Following a first-round 2-over-par 74, Allen caught fire over the final 54 holes, carding rounds of 66-67-67 for a 6-under-par 274 aggregate total. He held off Larry Mize and Bruce Fleisher in the process, and with the tournament on the line, he showed no inkling of pressure on the final hole as he ripped a 305-yard tee shot, stuffed a short iron, and knocked in the birdie putt for a two-stroke margin of victory.
With a senior major victory in hand, Allen fully intends to return to the PGA Tour to knock heads with the younger generation. His goal for the remainder of 2009 is to win on the regular tour. Even if he doesn”t, 2009 will go down as a very good year for Michael Allen, the PGA Senior champion.
Growing up in Chicago, you didn”t have to look too far to find talented athletes among the neighboring kids. When I was growing up, the best baseball players around were Greg Luzinski and Ed Farmer. The top hoopsters were Quinn Buckner, C.J. Kupec, Lloyd Walter and Bo Ellis. The best golfer, hands down, was Lance Ten Broeck.
The youngest of four children, Lance was from a golfing family. His father, Willis, was a multiple club champion at Beverly Country Club. When the Western Open came to town, his brothers, Jimmy and Ricky, looped for George Archer.
Lance attended the University of Texas and played on the golf team from 1975-77, just a few years removed from the graduation of Tom Kite and Ben Crenshaw. He was a two-time All-American and played as an amateur in the 1975 U.S. Open at Medinah. After winning the Southwest Conference title in 1977, he turned pro. Like Michael Allen, he spent the next 20-plus years as a tour bubble boy, always within range of the top 125.
In the late 1990s, Ten Broeck started caddying for Jesper Parnevik, his Palm Beach neighbor. The first week he caddied for Parnevik, the colorful Swede won the Greater Greensboro Open. Ten Broeck lit a giant stogie for Parnevik and gave it to him as he tapped in a one-foot putt for the win. Since then, they have maintained a player-caddie partnership.

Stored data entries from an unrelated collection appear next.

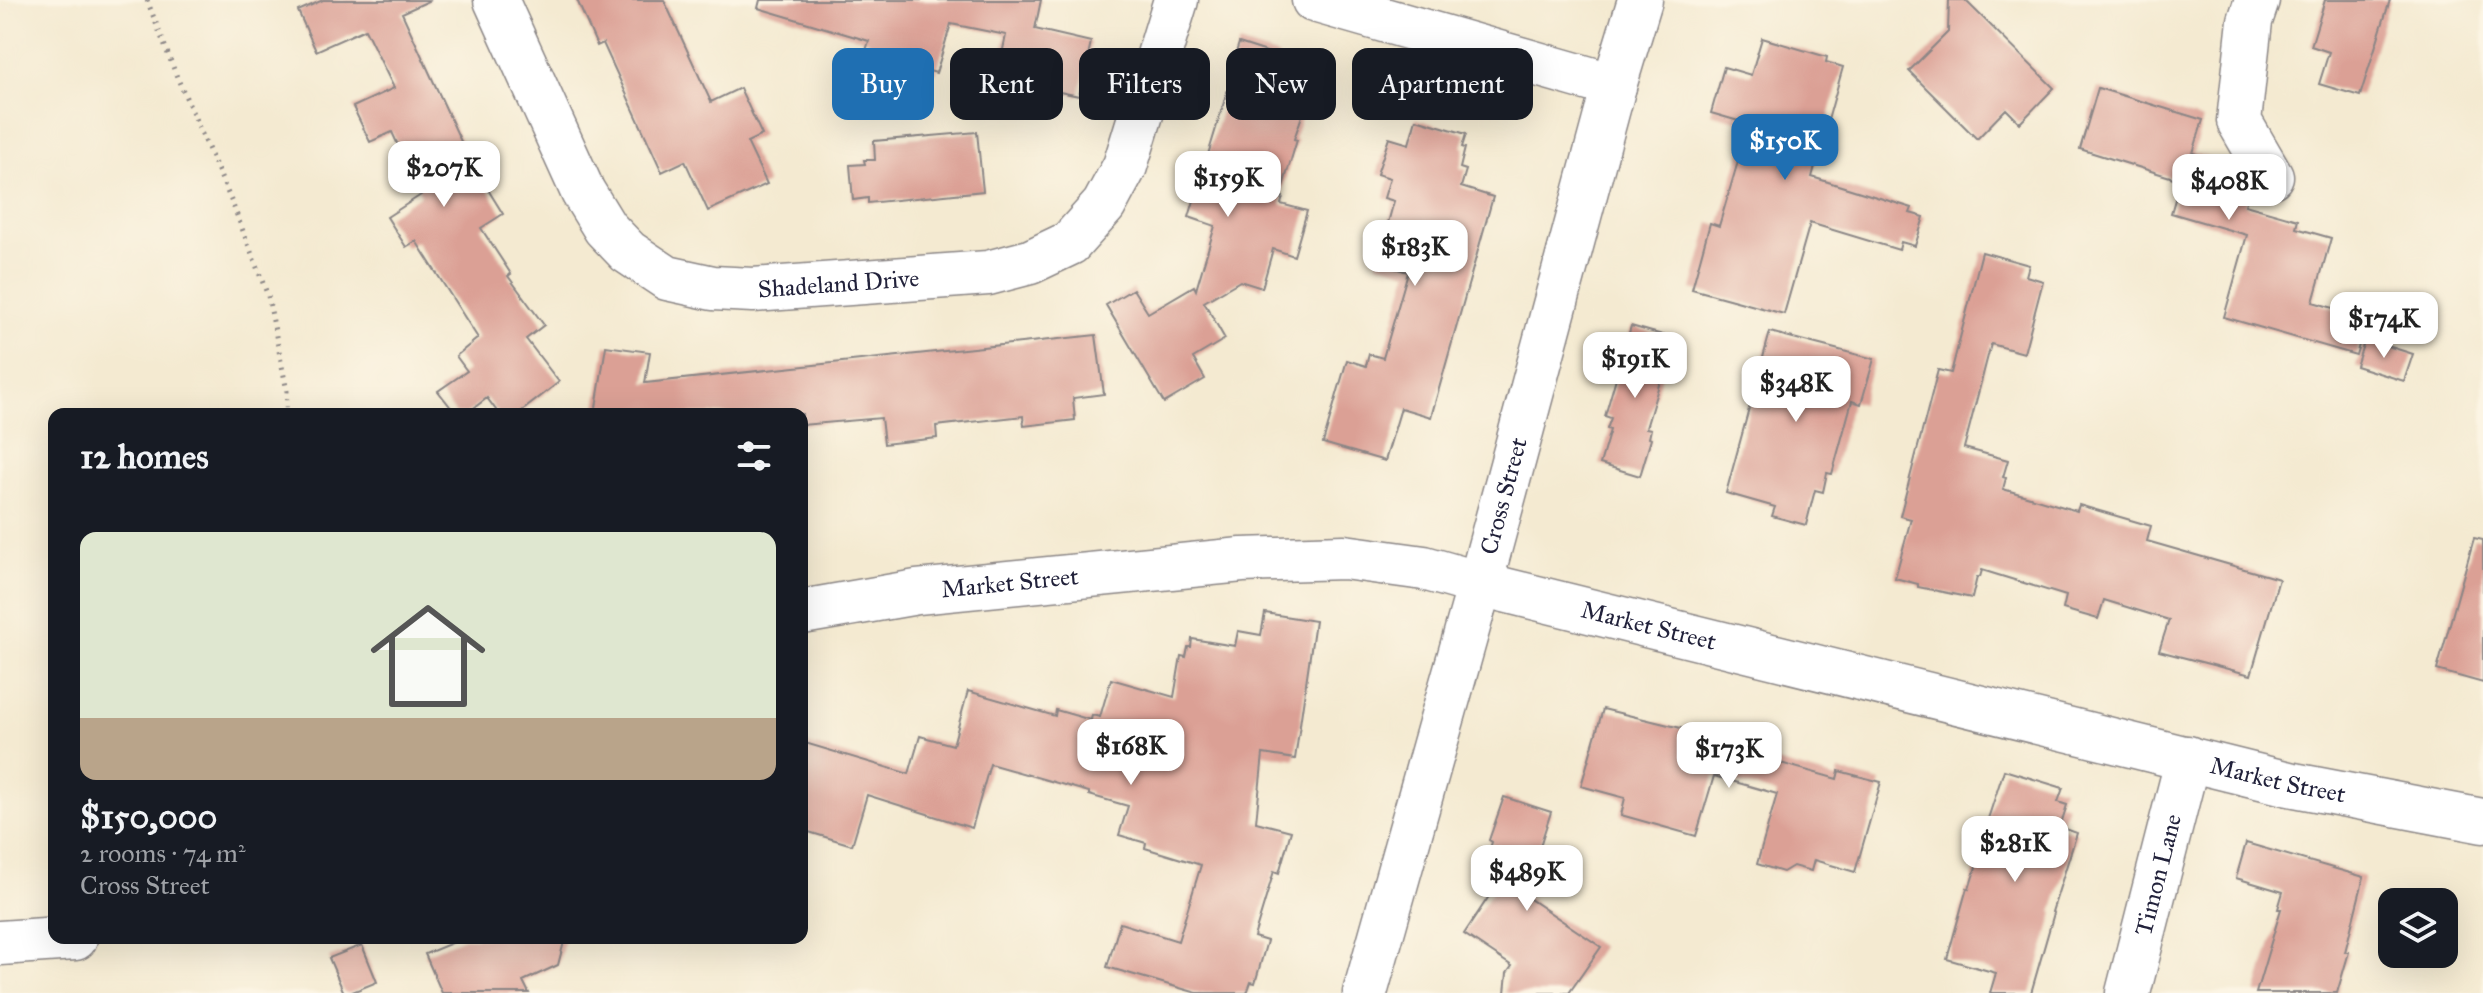 <!DOCTYPE html>
<meta charset="utf-8">
<style>
:root{--surface:#171b24;--page:#242831;--text:#f1f3f6;--muted:#9ea1a6;--accent:#1f6fb2}
body{margin:0;font-family:"IM FELL Great Primer",serif;background:var(--page);color:var(--text);height:100vh;display:flex;flex-direction:column;font-size:30px;white-space:nowrap}
*{box-sizing:border-box;margin:0}
p{font-size:26px;color:var(--muted)}
.icon{flex:none;width:44px;height:44px;fill:none;stroke:currentColor;stroke-width:2;stroke-linecap:round;stroke-linejoin:round}
.map{position:relative;flex:1;overflow:hidden}
.drawer{position:absolute;left:48px;top:408px;width:760px;height:536px;display:flex;flex-direction:column;background:var(--surface);border-radius:16px;box-shadow:0 8px 32px #0002}
.drawer>*{flex:none}
.hud{position:absolute;left:832px;top:48px;width:760px;height:72px;display:flex;gap:16px}
.controls{position:absolute;left:2378px;top:888px;display:grid;gap:16px}
.controls a{display:grid;place-items:center;width:80px;height:80px;border-radius:16px;background:var(--surface);box-shadow:0 8px 32px #0002;font-size:40px}
.price{position:absolute;translate:-50% -68px;padding:0 18px;border-radius:16px;background:#fff;color:#222;font-size:26px;line-height:52px;filter:drop-shadow(0 2px 4px #0008)}
.price::after{content:'';position:absolute;left:50%;top:48px;width:24px;height:18px;margin-left:-12px;background:inherit;clip-path:polygon(0 0,100% 0,50% 100%)}
.price.on{background:var(--accent);color:#fff}
ul{padding:0;list-style:none}
li{display:grid;align-content:center;gap:16px;height:424px;padding:0 32px}
li span{display:grid;place-items:center;height:248px;border-radius:16px;color:#555}
li>.icon{margin-inline-start:auto}
span .icon{width:144px;height:144px;fill:#fffc;stroke-width:1}
li b{font-size:34px}
h2{display:flex;justify-content:space-between;align-items:center;height:96px;padding:0 32px;font-size:34px}
.tag{padding:0 28px;border-radius:16px;background:var(--surface);box-shadow:0 8px 32px #0002;font-size:28px;line-height:72px}
.tag.on{background:var(--accent);color:#fff}
.map>svg:first-child{display:block}
</style>
<div class="map">
<svg width="2483" height="993" viewBox="0 0 2483 993">
<rect width="100%" height="100%" fill="#fcf5e5"/>
<filter id="ink" filterUnits="userSpaceOnUse"><feTurbulence type="fractalNoise" baseFrequency=".0125" numOctaves="2"/><feDisplacementMap in="SourceGraphic" scale="16" xChannelSelector="R" yChannelSelector="G"/><feConvolveMatrix kernelMatrix="1 2 1 2 8 2 1 2 1" color-interpolation-filters="sRGB"/></filter>
<filter id="wash" filterUnits="userSpaceOnUse"><feTurbulence type="fractalNoise" baseFrequency=".006" numOctaves="4" result="noise"/><feDisplacementMap in="SourceGraphic" scale="32" xChannelSelector="R" yChannelSelector="G"/><feGaussianBlur stdDeviation="1.8" result="paint"/><feColorMatrix in="noise" values="0 0 0 0 0 0 0 0 0 0 0 0 0 0 0 0 0 1.4 0 .05"/><feComposite in="paint" operator="in"/></filter>
<g filter="url(#wash)">
<rect width="100%" height="100%" fill="#f4ead1"/>
<g id="blocks">
<path fill="#dba095" d="M 323,0 L 431,0 L 402,13 L 469,159 L 503,214 L 481,228 L 511,274 L 508,276 L 544,325 L 526,339 L 559,382 L 518,414 L 499,414 L 487,398 L 466,414 L 456,414 L 438,391 L 467,371 L 456,356 L 478,338 L 416,241 L 406,247 L 387,217 L 421,195 L 392,132 L 370,142 L 353,107 L 394,88 L 365,29 L 316,51 L 298,11 Z
M 577,0 L 664,0 L 711,102 L 740,88 L 762,135 L 747,142 L 767,184 L 708,211 L 685,161 L 662,172 L 603,43 L 597,46 Z
M 760,0 L 1041,0 L 1035,29 L 1091,42 L 1079,96 L 997,79 L 1006,35 L 951,24 L 936,73 L 912,66 L 910,74 L 863,60 L 869,41 L 758,8 Z
M 1949,0 L 1965,0 L 2054,88 L 2020,123 L 2006,109 L 1977,139 L 1909,71 L 1948,32 Z
M 2325,0 L 2390,0 L 2360,96 L 2319,84 L 2329,52 L 2311,46 Z
M 1762,38 L 1827,57 L 1826,62 L 1843,67 L 1812,177 L 1912,208 L 1910,213 L 1924,217 L 1915,246 L 1901,242 L 1899,250 L 1810,223 L 1784,314 L 1692,289 L 1710,223 L 1719,226 L 1749,124 L 1711,113 L 1724,67 L 1751,75 Z
M 1239,43 L 1279,56 L 1275,69 L 1314,81 L 1294,139 L 1297,140 L 1280,196 L 1283,197 L 1281,204 L 1307,211 L 1294,256 L 1273,249 L 1262,288 L 1240,281 L 1204,302 L 1225,339 L 1193,358 L 1205,379 L 1164,403 L 1106,305 L 1133,289 L 1148,313 L 1194,286 L 1196,290 L 1215,226 L 1189,217 L 1231,79 L 1228,78 Z
M 2098,88 L 2203,120 L 2193,153 L 2215,160 L 2212,171 L 2246,182 L 2250,189 L 2245,205 L 2298,220 L 2296,228 L 2331,238 L 2313,302 L 2367,318 L 2356,355 L 2224,317 L 2247,235 L 2171,213 L 2179,186 L 2181,186 L 2183,181 L 2080,149 Z
M 1416,119 L 1466,134 L 1462,147 L 1465,148 L 1460,168 L 1466,170 L 1461,187 L 1493,197 L 1431,417 L 1401,408 L 1385,461 L 1323,443 L 1347,360 L 1366,366 L 1369,354 L 1383,358 L 1408,272 L 1377,263 L 1394,201 L 1384,198 L 1390,178 L 1377,174 L 1389,138 L 1409,144 Z
M 977,132 L 983,191 L 868,203 L 868,198 L 853,200 L 850,165 L 865,164 L 864,160 L 875,160 L 874,141 Z
M 1982,252 L 2029,265 L 2026,276 L 2043,281 L 2024,353 L 1991,344 L 1964,448 L 2008,460 L 2003,477 L 2006,478 L 2003,489 L 2077,511 L 2079,505 L 2151,526 L 2147,541 L 2279,579 L 2251,675 L 2159,651 L 2169,620 L 2104,600 L 2098,619 L 2063,609 L 2066,596 L 1982,570 L 1980,577 L 1977,577 L 1972,598 L 1918,587 L 1918,584 L 1895,578 L 1911,519 L 1900,516 L 1938,370 L 1951,373 Z
M 1631,326 L 1673,338 L 1646,428 L 1651,429 L 1649,438 L 1651,439 L 1640,476 L 1600,464 L 1610,430 L 1607,429 L 1611,418 L 1605,416 Z
M 1770,332 L 1874,359 L 1861,404 L 1852,401 L 1832,474 L 1827,473 L 1823,492 L 1815,490 L 1806,525 L 1772,516 L 1775,507 L 1726,493 Z
M 1096,335 L 1104,394 L 1073,398 L 1075,420 L 1024,426 L 1023,416 L 936,426 L 937,438 L 884,444 L 881,418 L 802,425 L 802,414 L 595,414 L 606,346 L 650,352 L 645,383 Z
M 2365,339 L 2413,354 L 2404,381 L 2356,366 Z
M 2474,538 L 2483,540 L 2483,683 L 2437,670 Z
M 1265,613 L 1315,621 L 1295,759 L 1263,754 L 1256,822 L 1291,831 L 1279,873 L 1274,871 L 1254,937 L 1267,941 L 1255,983 L 1251,982 L 1247,993 L 1197,993 L 1107,967 L 1120,923 L 1178,941 L 1201,865 L 1145,848 L 1146,843 L 1119,835 L 1128,806 L 1089,795 L 1089,792 L 990,764 L 972,828 L 867,795 L 852,845 L 802,830 L 802,742 L 909,774 L 920,736 L 953,745 L 968,691 L 1055,716 L 1056,710 L 1091,720 L 1092,715 L 1100,717 L 1111,679 L 1174,697 L 1181,656 L 1186,657 L 1188,647 L 1191,647 L 1192,639 L 1235,646 L 1238,631 L 1261,635 Z
M 1603,709 L 1685,729 L 1686,726 L 1733,739 L 1731,749 L 1837,779 L 1839,771 L 1881,782 L 1855,872 L 1814,860 L 1811,871 L 1793,866 L 1783,872 L 1757,864 L 1777,794 L 1714,776 L 1696,836 L 1621,815 L 1625,798 L 1581,786 Z
M 2004,770 L 2063,788 L 2058,802 L 2067,805 L 2060,827 L 2077,833 L 2052,912 L 2054,913 L 2031,993 L 1990,993 L 1996,973 L 1947,959 L 1967,888 L 1969,889 L 1986,835 L 1983,834 Z
M 1504,797 L 1551,812 L 1524,895 L 1601,947 L 1569,993 L 1505,993 L 1507,973 L 1512,966 L 1464,934 L 1511,863 L 1488,855 L 1492,842 L 1489,840 Z
M 2246,843 L 2364,877 L 2345,952 L 2349,952 L 2337,993 L 2256,993 L 2281,909 L 2278,909 L 2283,892 L 2236,878 Z
M 464,938 L 565,938 L 558,965 L 523,981 L 529,993 L 442,993 L 425,954 Z
M 362,945 L 377,982 L 350,993 L 344,993 L 329,958 Z"/>
</g>
</g>
<g filter="url(#ink)">
<use href="#blocks" fill-opacity="0" stroke="#8b8686" stroke-width="2"/>
<g fill="none" stroke-linecap="round" stroke-linejoin="round">
<g stroke="#8b8686" stroke-width="47">
<g id="minor">
<path id="s1" d="M 496,0 L 583,192 L 605,228 L 628,252 L 667,278 L 713,288 L 753,290 L 988,273 L 1030,262 L 1070,243 L 1104,205 L 1125,166 L 1176,0"/>
<path d="M 1314,0 L 1614,86"/>
<path d="M 2257,0 L 2250,21 L 2239,121 L 2271,176"/>
<path id="s2" d="M 802,612 L 917,592 L 1242,560 L 1344,557 L 1424,568 L 1480,584 L 2289,784 L 2483,821"/>
<path d="M 0,943 L 75,938"/>
<path id="s3" d="M 1365,993 L 1480,584 L 1614,86 L 1640,0"/>
<path id="s4" d="M 2128,993 L 2188,758"/>
</g>
</g>
<path stroke="#8b8686" stroke-width="5" stroke-dasharray="2 6" stroke-linecap="butt" d="M 147,0 L 177,77 L 233,205 L 268,296 L 287,391 L 286,414"/>
<use href="#minor" stroke="#fff" stroke-width="44"/>
</g>
</g>
<g text-anchor="middle" dominant-baseline="central" stroke-width="7" stroke-linejoin="round" paint-order="stroke">
<g font-size="24" fill="#22223b" stroke="#fcf5e5">
<text stroke="none"><textPath href="#s1" startOffset="506">Shadeland Drive</textPath></text>
<text stroke="none"><textPath href="#s3" startOffset="516">Cross Street</textPath></text>
<text stroke="none"><textPath href="#s2" startOffset="210">Market Street</textPath></text>
<text stroke="none"><textPath href="#s2" startOffset="858">Market Street</textPath></text>
<text stroke="none"><textPath href="#s2" startOffset="1506">Market Street</textPath></text>
<text stroke="none"><textPath href="#s4" startOffset="122">Timon Lane</textPath></text>
</g>
</g>
</svg>
<div class="controls">
<a><svg class="icon" aria-label="layers" viewBox="0 0 24 24"><path d="M12 4l9 5-9 5-9-5zM3 14l9 5 9-5"/></svg></a>
</div>
<b class="price on" style="left:1785px;top:182px">$150K</b>
<b class="price" style="left:444px;top:209px">$207K</b>
<b class="price" style="left:1228px;top:219px">$159K</b>
<b class="price" style="left:2229px;top:222px">$408K</b>
<b class="price" style="left:1415px;top:288px">$183K</b>
<b class="price" style="left:2384px;top:360px">$174K</b>
<b class="price" style="left:1635px;top:400px">$191K</b>
<b class="price" style="left:1796px;top:424px">$348K</b>
<b class="price" style="left:1131px;top:787px">$168K</b>
<b class="price" style="left:1729px;top:790px">$173K</b>
<b class="price" style="left:2015px;top:884px">$281K</b>
<b class="price" style="left:1527px;top:913px">$489K</b>
<div class="hud">
<a class="tag on">Buy</a>
<a class="tag">Rent</a>
<a class="tag">Filters</a>
<a class="tag">New</a>
<a class="tag">Apartment</a>
</div>
<section class="drawer">
<h2>12 homes<svg class="icon" aria-label="filters" viewBox="0 0 24 24"><path d="M4 7h16M4 17h16"/><circle cx="9" cy="7" r="2"/><circle cx="15" cy="17" r="2"/></svg></h2>
<ul>
<li><span style="background:linear-gradient(#dfe7d0 75%,#b9a48a 0)"><svg class="icon" aria-label="home" viewBox="0 0 24 24"><path d="M3 11l9-7 9 7M6 9v11h12V9"/></svg></span><div><b>$150,000</b><p>2 rooms · 74 m²</p><p>Cross Street</p></div></li>
</ul>
</section>
</div>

Because he made more than 150 cuts during the course of his PGA Tour career (159 out of 349), Lance can sign up as an alternate for tour events. Sometimes at the last moment, an exempt player in the field will withdraw, and Ten Broeck is in line to fill that spot.
Such was the case two weeks ago at the Valero Texas Open. Ten Broeck looped that morning for Parnevik, and as he walked off the 18th green, PGA Tour officials told him that if he wanted it, there was a spot in the tourney field some 90 minutes later. Lance rushed off to the local mall to buy a pair of slacks, borrowed clubs from Fredrick Jacobsen, and teed it up. He shot an even-par 71. The next day he had an early tee time and shot 70. His 141 would be just shy of the cut line by two strokes. That afternoon, he was on the bag for Parnevik. During the two-day period, Ten Broeck played 36 holes in a PGA Tour event and caddied in the same event for another 36 holes. He even beat his boss by three strokes.
For Michael Allen, it was a very special weekend at the PGA Senior. He is fully exempt on the Senior Tour and has a major title to his name. For Lance Ten Broeck, it was obviously a very tiring couple of days, but certainly a lot of fun for someone who has always enjoyed life on the PGA Tour. It won”t get him a line on a perpetual trophy, but it was definitely a most noteworthy moment in Texas Open history.